=== Begin Enclosure ===

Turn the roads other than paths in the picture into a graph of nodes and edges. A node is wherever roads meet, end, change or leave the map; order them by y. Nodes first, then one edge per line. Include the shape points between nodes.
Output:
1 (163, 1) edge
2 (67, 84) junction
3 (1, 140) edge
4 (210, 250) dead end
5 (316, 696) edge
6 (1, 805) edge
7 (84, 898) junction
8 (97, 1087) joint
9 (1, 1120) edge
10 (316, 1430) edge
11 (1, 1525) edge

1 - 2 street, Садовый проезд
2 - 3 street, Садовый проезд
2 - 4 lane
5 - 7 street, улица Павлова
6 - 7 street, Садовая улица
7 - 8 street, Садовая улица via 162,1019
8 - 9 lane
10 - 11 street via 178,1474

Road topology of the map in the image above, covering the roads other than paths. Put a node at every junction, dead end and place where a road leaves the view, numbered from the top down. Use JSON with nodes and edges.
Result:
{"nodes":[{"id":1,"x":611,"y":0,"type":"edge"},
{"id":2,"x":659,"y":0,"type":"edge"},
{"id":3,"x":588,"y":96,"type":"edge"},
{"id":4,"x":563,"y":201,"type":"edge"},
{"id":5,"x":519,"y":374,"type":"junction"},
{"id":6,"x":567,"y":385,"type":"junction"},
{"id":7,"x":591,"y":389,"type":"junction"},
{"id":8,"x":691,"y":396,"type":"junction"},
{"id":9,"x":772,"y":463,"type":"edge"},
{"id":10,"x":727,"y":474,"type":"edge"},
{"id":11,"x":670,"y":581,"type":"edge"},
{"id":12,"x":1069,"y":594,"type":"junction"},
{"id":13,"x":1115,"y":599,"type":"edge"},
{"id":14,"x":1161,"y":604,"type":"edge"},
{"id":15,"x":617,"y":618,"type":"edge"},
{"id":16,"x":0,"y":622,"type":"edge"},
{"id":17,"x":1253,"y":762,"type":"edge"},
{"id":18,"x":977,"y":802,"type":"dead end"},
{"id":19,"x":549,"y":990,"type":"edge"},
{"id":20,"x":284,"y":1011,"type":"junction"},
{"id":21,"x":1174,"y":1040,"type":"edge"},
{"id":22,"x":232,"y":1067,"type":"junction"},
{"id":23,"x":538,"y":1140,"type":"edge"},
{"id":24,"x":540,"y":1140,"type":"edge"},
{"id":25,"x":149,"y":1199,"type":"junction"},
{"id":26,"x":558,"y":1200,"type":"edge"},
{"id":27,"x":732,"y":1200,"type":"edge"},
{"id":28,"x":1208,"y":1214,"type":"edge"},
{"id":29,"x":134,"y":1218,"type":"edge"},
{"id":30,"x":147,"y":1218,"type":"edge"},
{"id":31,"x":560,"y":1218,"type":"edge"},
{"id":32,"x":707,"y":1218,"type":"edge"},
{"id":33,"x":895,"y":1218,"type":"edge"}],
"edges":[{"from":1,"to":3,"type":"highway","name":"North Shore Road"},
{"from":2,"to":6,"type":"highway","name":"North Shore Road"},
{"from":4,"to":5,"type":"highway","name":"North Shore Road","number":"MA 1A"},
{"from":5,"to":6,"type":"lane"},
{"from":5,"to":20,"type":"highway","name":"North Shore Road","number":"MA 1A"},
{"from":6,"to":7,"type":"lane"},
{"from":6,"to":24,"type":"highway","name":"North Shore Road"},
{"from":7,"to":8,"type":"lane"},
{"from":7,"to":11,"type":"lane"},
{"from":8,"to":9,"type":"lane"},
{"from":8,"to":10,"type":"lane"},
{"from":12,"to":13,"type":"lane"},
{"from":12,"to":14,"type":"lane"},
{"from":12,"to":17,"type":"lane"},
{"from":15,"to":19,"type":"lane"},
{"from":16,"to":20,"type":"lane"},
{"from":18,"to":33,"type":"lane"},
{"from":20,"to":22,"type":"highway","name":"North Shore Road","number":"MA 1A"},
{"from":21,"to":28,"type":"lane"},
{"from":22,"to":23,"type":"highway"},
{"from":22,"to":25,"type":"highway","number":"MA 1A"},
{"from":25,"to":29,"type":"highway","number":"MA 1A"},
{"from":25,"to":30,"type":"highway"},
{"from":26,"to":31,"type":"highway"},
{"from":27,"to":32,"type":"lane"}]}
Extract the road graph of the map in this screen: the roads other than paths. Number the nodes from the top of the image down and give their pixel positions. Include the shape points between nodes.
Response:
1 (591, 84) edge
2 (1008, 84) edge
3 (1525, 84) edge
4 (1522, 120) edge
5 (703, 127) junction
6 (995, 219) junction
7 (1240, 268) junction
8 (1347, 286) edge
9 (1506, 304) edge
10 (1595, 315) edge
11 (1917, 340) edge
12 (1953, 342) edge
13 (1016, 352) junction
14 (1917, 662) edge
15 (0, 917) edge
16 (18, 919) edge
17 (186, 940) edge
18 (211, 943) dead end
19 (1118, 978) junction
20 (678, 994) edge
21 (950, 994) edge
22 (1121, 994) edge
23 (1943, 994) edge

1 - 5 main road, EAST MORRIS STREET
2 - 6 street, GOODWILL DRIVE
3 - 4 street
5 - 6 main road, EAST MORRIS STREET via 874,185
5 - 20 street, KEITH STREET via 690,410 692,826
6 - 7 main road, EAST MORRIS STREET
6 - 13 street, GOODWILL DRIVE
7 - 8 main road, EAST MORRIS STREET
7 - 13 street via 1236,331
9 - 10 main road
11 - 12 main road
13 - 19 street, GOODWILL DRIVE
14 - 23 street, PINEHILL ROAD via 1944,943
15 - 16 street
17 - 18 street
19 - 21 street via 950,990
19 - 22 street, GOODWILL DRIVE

=== End Enclosure ===

- _WORK TO COMPLETE_: Every record is to be repeated exactly as it stands above.

- _ANSWER TO THE EXERCISE_:
Turn the roads other than paths in the picture into a graph of nodes and edges. A node is wherever roads meet, end, change or leave the map; order them by y. Nodes first, then one edge per line. Include the shape points between nodes.
Output:
1 (163, 1) edge
2 (67, 84) junction
3 (1, 140) edge
4 (210, 250) dead end
5 (316, 696) edge
6 (1, 805) edge
7 (84, 898) junction
8 (97, 1087) joint
9 (1, 1120) edge
10 (316, 1430) edge
11 (1, 1525) edge

1 - 2 street, Садовый проезд
2 - 3 street, Садовый проезд
2 - 4 lane
5 - 7 street, улица Павлова
6 - 7 street, Садовая улица
7 - 8 street, Садовая улица via 162,1019
8 - 9 lane
10 - 11 street via 178,1474

Road topology of the map in the image above, covering the roads other than paths. Put a node at every junction, dead end and place where a road leaves the view, numbered from the top down. Use JSON with nodes and edges.
Result:
{"nodes":[{"id":1,"x":611,"y":0,"type":"edge"},
{"id":2,"x":659,"y":0,"type":"edge"},
{"id":3,"x":588,"y":96,"type":"edge"},
{"id":4,"x":563,"y":201,"type":"edge"},
{"id":5,"x":519,"y":374,"type":"junction"},
{"id":6,"x":567,"y":385,"type":"junction"},
{"id":7,"x":591,"y":389,"type":"junction"},
{"id":8,"x":691,"y":396,"type":"junction"},
{"id":9,"x":772,"y":463,"type":"edge"},
{"id":10,"x":727,"y":474,"type":"edge"},
{"id":11,"x":670,"y":581,"type":"edge"},
{"id":12,"x":1069,"y":594,"type":"junction"},
{"id":13,"x":1115,"y":599,"type":"edge"},
{"id":14,"x":1161,"y":604,"type":"edge"},
{"id":15,"x":617,"y":618,"type":"edge"},
{"id":16,"x":0,"y":622,"type":"edge"},
{"id":17,"x":1253,"y":762,"type":"edge"},
{"id":18,"x":977,"y":802,"type":"dead end"},
{"id":19,"x":549,"y":990,"type":"edge"},
{"id":20,"x":284,"y":1011,"type":"junction"},
{"id":21,"x":1174,"y":1040,"type":"edge"},
{"id":22,"x":232,"y":1067,"type":"junction"},
{"id":23,"x":538,"y":1140,"type":"edge"},
{"id":24,"x":540,"y":1140,"type":"edge"},
{"id":25,"x":149,"y":1199,"type":"junction"},
{"id":26,"x":558,"y":1200,"type":"edge"},
{"id":27,"x":732,"y":1200,"type":"edge"},
{"id":28,"x":1208,"y":1214,"type":"edge"},
{"id":29,"x":134,"y":1218,"type":"edge"},
{"id":30,"x":147,"y":1218,"type":"edge"},
{"id":31,"x":560,"y":1218,"type":"edge"},
{"id":32,"x":707,"y":1218,"type":"edge"},
{"id":33,"x":895,"y":1218,"type":"edge"}],
"edges":[{"from":1,"to":3,"type":"highway","name":"North Shore Road"},
{"from":2,"to":6,"type":"highway","name":"North Shore Road"},
{"from":4,"to":5,"type":"highway","name":"North Shore Road","number":"MA 1A"},
{"from":5,"to":6,"type":"lane"},
{"from":5,"to":20,"type":"highway","name":"North Shore Road","number":"MA 1A"},
{"from":6,"to":7,"type":"lane"},
{"from":6,"to":24,"type":"highway","name":"North Shore Road"},
{"from":7,"to":8,"type":"lane"},
{"from":7,"to":11,"type":"lane"},
{"from":8,"to":9,"type":"lane"},
{"from":8,"to":10,"type":"lane"},
{"from":12,"to":13,"type":"lane"},
{"from":12,"to":14,"type":"lane"},
{"from":12,"to":17,"type":"lane"},
{"from":15,"to":19,"type":"lane"},
{"from":16,"to":20,"type":"lane"},
{"from":18,"to":33,"type":"lane"},
{"from":20,"to":22,"type":"highway","name":"North Shore Road","number":"MA 1A"},
{"from":21,"to":28,"type":"lane"},
{"from":22,"to":23,"type":"highway"},
{"from":22,"to":25,"type":"highway","number":"MA 1A"},
{"from":25,"to":29,"type":"highway","number":"MA 1A"},
{"from":25,"to":30,"type":"highway"},
{"from":26,"to":31,"type":"highway"},
{"from":27,"to":32,"type":"lane"}]}
Extract the road graph of the map in this screen: the roads other than paths. Number the nodes from the top of the image down and give their pixel positions. Include the shape points between nodes.
Response:
1 (591, 84) edge
2 (1008, 84) edge
3 (1525, 84) edge
4 (1522, 120) edge
5 (703, 127) junction
6 (995, 219) junction
7 (1240, 268) junction
8 (1347, 286) edge
9 (1506, 304) edge
10 (1595, 315) edge
11 (1917, 340) edge
12 (1953, 342) edge
13 (1016, 352) junction
14 (1917, 662) edge
15 (0, 917) edge
16 (18, 919) edge
17 (186, 940) edge
18 (211, 943) dead end
19 (1118, 978) junction
20 (678, 994) edge
21 (950, 994) edge
22 (1121, 994) edge
23 (1943, 994) edge

1 - 5 main road, EAST MORRIS STREET
2 - 6 street, GOODWILL DRIVE
3 - 4 street
5 - 6 main road, EAST MORRIS STREET via 874,185
5 - 20 street, KEITH STREET via 690,410 692,826
6 - 7 main road, EAST MORRIS STREET
6 - 13 street, GOODWILL DRIVE
7 - 8 main road, EAST MORRIS STREET
7 - 13 street via 1236,331
9 - 10 main road
11 - 12 main road
13 - 19 street, GOODWILL DRIVE
14 - 23 street, PINEHILL ROAD via 1944,943
15 - 16 street
17 - 18 street
19 - 21 street via 950,990
19 - 22 street, GOODWILL DRIVE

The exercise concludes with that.